Thanks, Mohammed, That's really helpful.

So, apart from a control-plane ACL, there is no way to restrict the number of inbound connections to the ASA? My question was based on trying to protect the ASA from DDOS attacks. i.e. A DDOS attack on the webvpn trying to autheticate using bogus credentials from several botnets. So, the idea was to limit the number of inbound connections to the ASA.

Mohammed al Baqari · ‎10-13-2020

Hi,

Unfortunately ASA doesn't have control plane policing as in IOS to protect
from ddos attacks. With regards to authentication attacks, these are
prevented using account lockout policies.

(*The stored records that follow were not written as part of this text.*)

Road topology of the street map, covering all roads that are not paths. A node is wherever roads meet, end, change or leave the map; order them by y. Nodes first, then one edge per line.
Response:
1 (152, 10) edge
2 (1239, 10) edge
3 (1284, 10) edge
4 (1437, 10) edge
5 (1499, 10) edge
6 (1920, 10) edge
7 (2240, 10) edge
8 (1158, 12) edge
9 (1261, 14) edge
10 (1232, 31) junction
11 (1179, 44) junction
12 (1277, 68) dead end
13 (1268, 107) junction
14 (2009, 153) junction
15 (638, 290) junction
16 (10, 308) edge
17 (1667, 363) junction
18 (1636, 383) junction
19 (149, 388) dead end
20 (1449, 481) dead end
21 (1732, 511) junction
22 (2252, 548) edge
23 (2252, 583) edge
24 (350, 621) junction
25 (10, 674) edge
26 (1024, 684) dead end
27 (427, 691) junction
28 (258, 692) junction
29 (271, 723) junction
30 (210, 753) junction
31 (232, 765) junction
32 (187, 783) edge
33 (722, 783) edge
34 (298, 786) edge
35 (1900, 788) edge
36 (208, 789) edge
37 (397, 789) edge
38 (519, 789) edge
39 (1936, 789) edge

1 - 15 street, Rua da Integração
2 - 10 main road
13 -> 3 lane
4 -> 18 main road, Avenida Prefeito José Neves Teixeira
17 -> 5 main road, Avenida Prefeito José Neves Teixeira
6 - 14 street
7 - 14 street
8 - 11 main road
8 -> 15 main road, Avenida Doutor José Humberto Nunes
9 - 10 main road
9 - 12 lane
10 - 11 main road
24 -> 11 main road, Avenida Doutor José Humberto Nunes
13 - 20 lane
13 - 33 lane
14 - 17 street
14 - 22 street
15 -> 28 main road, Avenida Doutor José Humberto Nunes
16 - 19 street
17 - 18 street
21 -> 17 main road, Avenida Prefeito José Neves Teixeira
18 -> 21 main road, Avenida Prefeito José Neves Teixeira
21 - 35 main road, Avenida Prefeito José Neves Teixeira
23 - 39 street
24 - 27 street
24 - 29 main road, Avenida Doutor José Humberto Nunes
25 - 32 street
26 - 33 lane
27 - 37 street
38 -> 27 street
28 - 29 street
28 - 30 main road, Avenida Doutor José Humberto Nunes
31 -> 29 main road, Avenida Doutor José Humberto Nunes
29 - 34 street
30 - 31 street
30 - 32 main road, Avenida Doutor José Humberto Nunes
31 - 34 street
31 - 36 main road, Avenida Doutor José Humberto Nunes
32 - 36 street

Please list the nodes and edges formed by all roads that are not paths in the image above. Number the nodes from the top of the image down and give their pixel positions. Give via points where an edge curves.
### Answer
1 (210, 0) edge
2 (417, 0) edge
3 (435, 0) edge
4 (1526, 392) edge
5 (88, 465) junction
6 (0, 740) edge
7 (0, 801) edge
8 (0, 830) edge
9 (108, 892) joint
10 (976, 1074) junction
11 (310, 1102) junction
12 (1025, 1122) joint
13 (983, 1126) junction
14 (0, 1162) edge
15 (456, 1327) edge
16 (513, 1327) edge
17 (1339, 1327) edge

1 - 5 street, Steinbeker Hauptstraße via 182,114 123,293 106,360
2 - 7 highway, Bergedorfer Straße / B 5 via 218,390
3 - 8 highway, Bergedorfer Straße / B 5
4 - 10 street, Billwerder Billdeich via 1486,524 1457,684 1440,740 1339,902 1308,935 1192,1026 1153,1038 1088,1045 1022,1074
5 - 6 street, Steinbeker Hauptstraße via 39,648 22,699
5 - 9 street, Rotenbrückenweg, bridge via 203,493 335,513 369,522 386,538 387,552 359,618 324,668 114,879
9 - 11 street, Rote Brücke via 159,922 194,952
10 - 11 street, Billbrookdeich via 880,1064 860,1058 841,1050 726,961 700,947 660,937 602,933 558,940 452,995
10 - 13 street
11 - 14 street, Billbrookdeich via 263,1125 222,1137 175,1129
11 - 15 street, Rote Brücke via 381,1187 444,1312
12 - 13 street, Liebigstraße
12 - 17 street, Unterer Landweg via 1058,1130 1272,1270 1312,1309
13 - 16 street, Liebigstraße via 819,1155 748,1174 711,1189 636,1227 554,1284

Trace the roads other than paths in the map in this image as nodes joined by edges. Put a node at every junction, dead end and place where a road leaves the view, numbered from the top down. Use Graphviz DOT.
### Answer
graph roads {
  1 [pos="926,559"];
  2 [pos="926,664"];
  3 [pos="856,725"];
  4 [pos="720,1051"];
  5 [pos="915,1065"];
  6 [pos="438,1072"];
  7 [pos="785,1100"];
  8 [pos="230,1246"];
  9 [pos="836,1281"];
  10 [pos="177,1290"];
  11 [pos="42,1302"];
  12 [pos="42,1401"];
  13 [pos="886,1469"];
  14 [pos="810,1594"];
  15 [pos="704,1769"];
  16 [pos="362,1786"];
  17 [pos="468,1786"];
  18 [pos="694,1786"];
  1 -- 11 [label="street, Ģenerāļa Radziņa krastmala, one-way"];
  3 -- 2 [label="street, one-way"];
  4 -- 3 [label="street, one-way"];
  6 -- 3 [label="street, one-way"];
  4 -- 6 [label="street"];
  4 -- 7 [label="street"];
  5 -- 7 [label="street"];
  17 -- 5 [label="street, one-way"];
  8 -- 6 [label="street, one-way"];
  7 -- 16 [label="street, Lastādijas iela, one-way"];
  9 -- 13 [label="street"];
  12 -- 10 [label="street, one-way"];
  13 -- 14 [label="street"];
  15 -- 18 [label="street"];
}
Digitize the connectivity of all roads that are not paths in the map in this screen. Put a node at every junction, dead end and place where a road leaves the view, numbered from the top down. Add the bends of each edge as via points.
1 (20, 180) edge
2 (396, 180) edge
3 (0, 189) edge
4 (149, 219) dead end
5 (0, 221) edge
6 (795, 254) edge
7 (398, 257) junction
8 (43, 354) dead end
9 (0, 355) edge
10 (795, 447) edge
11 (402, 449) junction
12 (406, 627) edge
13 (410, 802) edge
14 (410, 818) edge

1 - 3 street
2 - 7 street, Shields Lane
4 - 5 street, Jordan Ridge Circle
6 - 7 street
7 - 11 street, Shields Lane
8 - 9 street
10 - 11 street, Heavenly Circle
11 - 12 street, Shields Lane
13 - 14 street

***** please remember to rate useful posts

Jay47110 · ‎10-13-2020

Thanks again mate.

By account lockout policy do you mean the "aaa local authentication attempts max-fail"? The only issue with this is that it only works with local database and only applied to configured users. Whereas an attacker will be using bogus non-existent user credentials so the ASA cannot really protect against those.

Mohammed al Baqari · ‎10-13-2020

You are right, this can not be blocked. You need to upgrade to something
like firepower to do this with correlation policies or snort rules.

***** please remember to rate useful posts

RANT · ‎06-28-2023

What about the SHUN feature? You should be able to configure this to be able to protect from DDOS attacks. It also has the ability to exempt specific networks (say connections from network monitoring servers) so that they aren't inadvertently blocked. We've recently implemented the feature due to brute force attempts.